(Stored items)
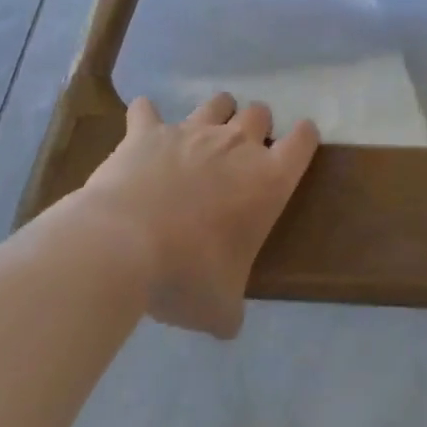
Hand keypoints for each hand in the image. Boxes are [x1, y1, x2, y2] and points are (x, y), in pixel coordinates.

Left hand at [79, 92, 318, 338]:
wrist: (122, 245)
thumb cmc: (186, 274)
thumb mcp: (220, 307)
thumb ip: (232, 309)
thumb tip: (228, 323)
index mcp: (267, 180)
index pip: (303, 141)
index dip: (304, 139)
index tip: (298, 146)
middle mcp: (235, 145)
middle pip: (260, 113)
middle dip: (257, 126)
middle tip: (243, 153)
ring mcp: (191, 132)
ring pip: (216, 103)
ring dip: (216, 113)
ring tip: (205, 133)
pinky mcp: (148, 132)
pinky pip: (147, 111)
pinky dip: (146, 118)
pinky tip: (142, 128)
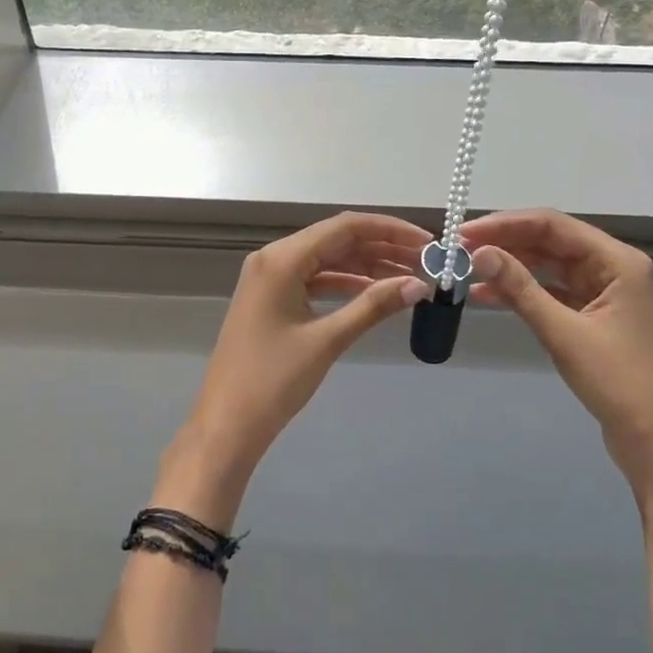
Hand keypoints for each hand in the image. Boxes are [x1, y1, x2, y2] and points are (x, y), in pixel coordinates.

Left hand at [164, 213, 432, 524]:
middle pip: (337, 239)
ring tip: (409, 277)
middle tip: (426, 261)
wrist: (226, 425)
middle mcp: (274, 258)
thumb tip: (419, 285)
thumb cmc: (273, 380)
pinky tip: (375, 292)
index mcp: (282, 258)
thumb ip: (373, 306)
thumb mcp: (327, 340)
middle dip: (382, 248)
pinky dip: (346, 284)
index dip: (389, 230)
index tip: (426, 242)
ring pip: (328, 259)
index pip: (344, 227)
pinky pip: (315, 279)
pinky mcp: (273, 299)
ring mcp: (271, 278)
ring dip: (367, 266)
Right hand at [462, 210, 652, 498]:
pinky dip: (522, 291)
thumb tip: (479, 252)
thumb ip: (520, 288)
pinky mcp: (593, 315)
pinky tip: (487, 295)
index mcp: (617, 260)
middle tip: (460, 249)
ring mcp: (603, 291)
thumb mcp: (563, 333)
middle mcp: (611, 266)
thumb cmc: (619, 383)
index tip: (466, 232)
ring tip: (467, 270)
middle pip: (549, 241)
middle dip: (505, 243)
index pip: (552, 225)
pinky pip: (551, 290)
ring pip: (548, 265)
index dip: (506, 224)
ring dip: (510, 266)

...

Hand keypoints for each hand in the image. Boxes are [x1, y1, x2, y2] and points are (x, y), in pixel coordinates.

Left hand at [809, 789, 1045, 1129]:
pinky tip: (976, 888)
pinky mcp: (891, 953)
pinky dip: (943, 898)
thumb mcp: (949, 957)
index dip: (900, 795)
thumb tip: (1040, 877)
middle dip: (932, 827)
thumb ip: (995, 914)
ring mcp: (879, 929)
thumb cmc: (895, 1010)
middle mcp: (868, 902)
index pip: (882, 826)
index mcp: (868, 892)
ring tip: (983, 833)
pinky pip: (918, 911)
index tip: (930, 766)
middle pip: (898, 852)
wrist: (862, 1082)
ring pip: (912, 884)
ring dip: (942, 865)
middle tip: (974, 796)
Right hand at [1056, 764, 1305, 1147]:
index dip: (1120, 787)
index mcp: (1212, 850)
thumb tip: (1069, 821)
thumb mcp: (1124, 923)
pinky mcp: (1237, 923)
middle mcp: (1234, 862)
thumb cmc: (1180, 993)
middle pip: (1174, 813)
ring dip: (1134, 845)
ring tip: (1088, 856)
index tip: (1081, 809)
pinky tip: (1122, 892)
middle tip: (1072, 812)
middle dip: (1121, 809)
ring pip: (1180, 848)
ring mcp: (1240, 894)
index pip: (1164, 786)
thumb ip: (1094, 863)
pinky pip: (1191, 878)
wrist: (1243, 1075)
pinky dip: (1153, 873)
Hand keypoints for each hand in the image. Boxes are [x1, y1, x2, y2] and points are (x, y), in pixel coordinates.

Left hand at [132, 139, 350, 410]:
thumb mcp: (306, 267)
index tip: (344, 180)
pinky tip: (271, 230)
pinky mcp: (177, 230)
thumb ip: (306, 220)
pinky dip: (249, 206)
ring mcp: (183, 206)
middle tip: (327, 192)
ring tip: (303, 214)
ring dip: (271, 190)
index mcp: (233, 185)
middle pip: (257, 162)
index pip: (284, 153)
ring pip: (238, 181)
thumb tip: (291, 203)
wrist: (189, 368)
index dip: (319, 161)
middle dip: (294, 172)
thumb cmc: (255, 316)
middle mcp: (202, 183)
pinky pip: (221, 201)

| Exercise instructions |
From the records above, extract exactly and only the lines that begin at the line with "thumb tip: (479, 252)" and stop after the line with "ring dip: (510, 266)".

| Task output |
thumb tip: (479, 252)
thumb ip: (520, 288)
pinky mcp: (593, 315)
pinky tip: (487, 295)
index mcp: (617, 260)
middle tip: (460, 249)
ring mcp: (603, 291)
thumb mcp: (563, 333)
middle mcp: (611, 266)
thumb cmc: (619, 383)
index tip: (466, 232)
ring tip: (467, 270)
middle pip: (549, 241)
middle dip: (505, 243)
index pip: (552, 225)
pinky pip: (551, 290)
ring pip: (548, 265)
index dip: (506, 224)
ring dip: (510, 266)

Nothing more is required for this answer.